→ DESCRIPTION OF THE TASK: Whatever the records below hold, copy it all out exactly.

Stored data entries:
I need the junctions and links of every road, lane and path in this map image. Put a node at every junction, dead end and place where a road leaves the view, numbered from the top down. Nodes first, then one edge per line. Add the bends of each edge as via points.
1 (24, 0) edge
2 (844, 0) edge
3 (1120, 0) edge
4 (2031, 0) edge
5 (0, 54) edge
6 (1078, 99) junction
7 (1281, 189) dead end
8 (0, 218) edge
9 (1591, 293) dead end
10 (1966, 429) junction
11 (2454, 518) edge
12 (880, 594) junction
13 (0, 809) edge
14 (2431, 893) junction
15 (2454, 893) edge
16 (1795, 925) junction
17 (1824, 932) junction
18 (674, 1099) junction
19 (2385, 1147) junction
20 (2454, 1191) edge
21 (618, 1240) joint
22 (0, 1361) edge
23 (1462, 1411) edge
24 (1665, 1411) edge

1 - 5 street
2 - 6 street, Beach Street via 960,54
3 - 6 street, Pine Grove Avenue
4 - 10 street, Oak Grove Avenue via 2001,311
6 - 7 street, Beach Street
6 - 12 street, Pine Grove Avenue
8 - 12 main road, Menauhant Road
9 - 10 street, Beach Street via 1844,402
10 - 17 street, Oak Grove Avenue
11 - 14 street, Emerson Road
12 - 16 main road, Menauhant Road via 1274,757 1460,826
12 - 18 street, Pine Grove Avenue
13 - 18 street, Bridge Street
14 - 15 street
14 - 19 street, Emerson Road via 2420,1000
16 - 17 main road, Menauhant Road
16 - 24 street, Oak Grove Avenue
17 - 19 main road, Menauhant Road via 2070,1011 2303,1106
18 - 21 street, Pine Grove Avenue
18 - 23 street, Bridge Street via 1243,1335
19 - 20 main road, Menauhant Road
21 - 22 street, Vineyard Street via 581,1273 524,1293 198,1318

→ EXERCISE RESPONSE:
I need the junctions and links of every road, lane and path in this map image. Put a node at every junction, dead end and place where a road leaves the view, numbered from the top down. Nodes first, then one edge per line. Add the bends of each edge as via points.
1 (24, 0) edge
2 (844, 0) edge
3 (1120, 0) edge
4 (2031, 0) edge
5 (0, 54) edge
6 (1078, 99) junction
7 (1281, 189) dead end
8 (0, 218) edge
9 (1591, 293) dead end
10 (1966, 429) junction
11 (2454, 518) edge
12 (880, 594) junction
13 (0, 809) edge
14 (2431, 893) junction
15 (2454, 893) edge
16 (1795, 925) junction
17 (1824, 932) junction
18 (674, 1099) junction
19 (2385, 1147) junction
20 (2454, 1191) edge
21 (618, 1240) joint
22 (0, 1361) edge
23 (1462, 1411) edge
24 (1665, 1411) edge

1 - 5 street
2 - 6 street, Beach Street via 960,54
3 - 6 street, Pine Grove Avenue
4 - 10 street, Oak Grove Avenue via 2001,311
6 - 7 street, Beach Street
6 - 12 street, Pine Grove Avenue
8 - 12 main road, Menauhant Road
9 - 10 street, Beach Street via 1844,402
10 - 17 street, Oak Grove Avenue
11 - 14 street, Emerson Road
12 - 16 main road, Menauhant Road via 1274,757 1460,826
12 - 18 street, Pine Grove Avenue
13 - 18 street, Bridge Street
14 - 15 street
14 - 19 street, Emerson Road via 2420,1000
16 - 17 main road, Menauhant Road
16 - 24 street, Oak Grove Avenue
17 - 19 main road, Menauhant Road via 2070,1011 2303,1106
18 - 21 street, Pine Grove Avenue
18 - 23 street, Bridge Street via 1243,1335
19 - 20 main road, Menauhant Road
21 - 22 street, Vineyard Street via 581,1273 524,1293 198,1318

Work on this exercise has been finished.